25503.22. (a) Nothing in this division shall prohibit the issuance, transfer, or renewal of any retail license to any person with respect to premises which are owned by, or operated by or on behalf of, the licensee, notwithstanding that a wholesaler licensed to sell alcoholic beverages in states other than California has an interest, directly or indirectly, in the premises, in the retail license or in the retail licensee, provided that each of the following conditions are met:
(1) The retail licensee shall purchase no alcoholic beverages for sale in this state other than from a California wholesale licensee, and the retail licensee shall purchase no alcoholic beverages from any manufacturer or wholesale licensee holding the ownership of any interest, directly or indirectly, in the premises, in the retail license or in the retail licensee.
(2) Not more than 40 percent of the gross annual revenues of the retailer are derived from the sale of alcoholic beverages.

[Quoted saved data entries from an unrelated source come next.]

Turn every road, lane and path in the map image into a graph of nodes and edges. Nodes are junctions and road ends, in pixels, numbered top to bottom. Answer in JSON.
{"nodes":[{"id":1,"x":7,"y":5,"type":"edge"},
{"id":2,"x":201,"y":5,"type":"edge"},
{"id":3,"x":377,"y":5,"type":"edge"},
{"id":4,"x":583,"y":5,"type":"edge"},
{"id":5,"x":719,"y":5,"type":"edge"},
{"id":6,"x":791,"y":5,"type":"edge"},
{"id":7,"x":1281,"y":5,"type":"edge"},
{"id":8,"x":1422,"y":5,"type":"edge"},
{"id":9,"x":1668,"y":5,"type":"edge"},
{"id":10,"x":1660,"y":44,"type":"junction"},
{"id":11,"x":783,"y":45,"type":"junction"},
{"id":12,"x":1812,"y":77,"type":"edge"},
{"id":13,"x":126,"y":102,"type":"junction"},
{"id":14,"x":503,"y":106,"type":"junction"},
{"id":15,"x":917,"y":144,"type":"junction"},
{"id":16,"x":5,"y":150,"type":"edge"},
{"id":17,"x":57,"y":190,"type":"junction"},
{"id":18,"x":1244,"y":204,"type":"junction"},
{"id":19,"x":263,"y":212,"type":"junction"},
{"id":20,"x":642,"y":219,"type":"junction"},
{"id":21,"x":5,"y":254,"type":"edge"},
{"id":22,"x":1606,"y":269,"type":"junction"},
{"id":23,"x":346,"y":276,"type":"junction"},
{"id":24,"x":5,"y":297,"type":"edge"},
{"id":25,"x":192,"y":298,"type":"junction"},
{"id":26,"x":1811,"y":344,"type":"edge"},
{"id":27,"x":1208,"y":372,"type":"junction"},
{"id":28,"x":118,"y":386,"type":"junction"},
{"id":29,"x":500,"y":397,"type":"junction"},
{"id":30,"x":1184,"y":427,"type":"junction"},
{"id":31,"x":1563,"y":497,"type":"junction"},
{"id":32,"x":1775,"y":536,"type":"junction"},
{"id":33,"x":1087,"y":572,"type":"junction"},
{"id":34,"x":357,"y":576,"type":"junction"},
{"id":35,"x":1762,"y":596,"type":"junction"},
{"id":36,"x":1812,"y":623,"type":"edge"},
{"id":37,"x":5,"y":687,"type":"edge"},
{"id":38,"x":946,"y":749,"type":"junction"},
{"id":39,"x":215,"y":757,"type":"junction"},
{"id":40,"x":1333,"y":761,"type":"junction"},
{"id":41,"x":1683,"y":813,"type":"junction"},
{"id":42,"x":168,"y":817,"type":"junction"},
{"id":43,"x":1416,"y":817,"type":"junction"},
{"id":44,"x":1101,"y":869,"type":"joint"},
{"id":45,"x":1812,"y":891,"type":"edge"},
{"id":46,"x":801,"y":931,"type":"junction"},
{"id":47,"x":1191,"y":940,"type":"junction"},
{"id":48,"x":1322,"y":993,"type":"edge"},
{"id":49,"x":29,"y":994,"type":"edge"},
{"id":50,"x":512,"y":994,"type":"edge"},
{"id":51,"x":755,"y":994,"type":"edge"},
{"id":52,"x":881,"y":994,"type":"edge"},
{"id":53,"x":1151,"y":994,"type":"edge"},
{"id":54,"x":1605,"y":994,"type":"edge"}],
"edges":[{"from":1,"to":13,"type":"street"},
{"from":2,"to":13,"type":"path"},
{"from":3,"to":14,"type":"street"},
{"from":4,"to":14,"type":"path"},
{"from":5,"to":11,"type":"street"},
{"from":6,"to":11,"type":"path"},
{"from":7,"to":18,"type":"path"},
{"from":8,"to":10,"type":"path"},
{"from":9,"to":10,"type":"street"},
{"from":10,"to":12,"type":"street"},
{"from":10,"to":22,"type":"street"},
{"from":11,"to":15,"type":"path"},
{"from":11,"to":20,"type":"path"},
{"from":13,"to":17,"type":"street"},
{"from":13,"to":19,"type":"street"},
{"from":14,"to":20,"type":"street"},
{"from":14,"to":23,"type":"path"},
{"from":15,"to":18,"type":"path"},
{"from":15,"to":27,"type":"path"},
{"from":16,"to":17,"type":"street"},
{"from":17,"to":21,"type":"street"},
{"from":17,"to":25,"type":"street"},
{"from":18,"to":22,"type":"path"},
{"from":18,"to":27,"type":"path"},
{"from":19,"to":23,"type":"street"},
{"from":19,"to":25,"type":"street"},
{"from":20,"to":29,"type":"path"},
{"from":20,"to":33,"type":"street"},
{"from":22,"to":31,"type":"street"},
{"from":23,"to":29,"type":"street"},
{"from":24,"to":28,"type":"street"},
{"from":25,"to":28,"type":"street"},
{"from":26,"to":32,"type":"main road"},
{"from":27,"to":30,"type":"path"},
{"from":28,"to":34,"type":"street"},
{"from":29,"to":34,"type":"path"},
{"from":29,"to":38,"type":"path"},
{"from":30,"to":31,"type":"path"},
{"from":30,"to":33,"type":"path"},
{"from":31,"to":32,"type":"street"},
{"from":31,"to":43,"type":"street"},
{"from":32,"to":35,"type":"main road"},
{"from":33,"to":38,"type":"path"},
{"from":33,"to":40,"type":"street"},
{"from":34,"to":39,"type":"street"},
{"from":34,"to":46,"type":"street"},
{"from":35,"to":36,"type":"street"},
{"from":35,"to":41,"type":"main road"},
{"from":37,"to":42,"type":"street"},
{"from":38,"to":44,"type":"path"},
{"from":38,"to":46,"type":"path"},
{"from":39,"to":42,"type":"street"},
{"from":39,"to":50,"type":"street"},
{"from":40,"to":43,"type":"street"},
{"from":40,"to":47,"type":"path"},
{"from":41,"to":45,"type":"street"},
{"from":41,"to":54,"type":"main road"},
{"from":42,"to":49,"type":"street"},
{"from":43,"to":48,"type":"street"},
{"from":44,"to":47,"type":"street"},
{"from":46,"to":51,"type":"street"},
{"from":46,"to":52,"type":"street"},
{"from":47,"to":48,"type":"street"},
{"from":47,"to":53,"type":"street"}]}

(b) The Legislature finds that it is necessary and proper to require a separation between manufacturing interests, wholesale interests, and retail interests in the production and distribution of alcoholic beverages in order to prevent suppliers from dominating local markets through vertical integration and to prevent excessive sales of alcoholic beverages produced by overly aggressive marketing techniques. The Legislature further finds that the exception established by this section to the general prohibition against tied interests must be limited to its expressed terms so as not to undermine the general prohibition, and intends that this section be construed accordingly.
(Amended by Stats. 2008, Ch. 412, Sec. 1. Effective September 27, 2008.)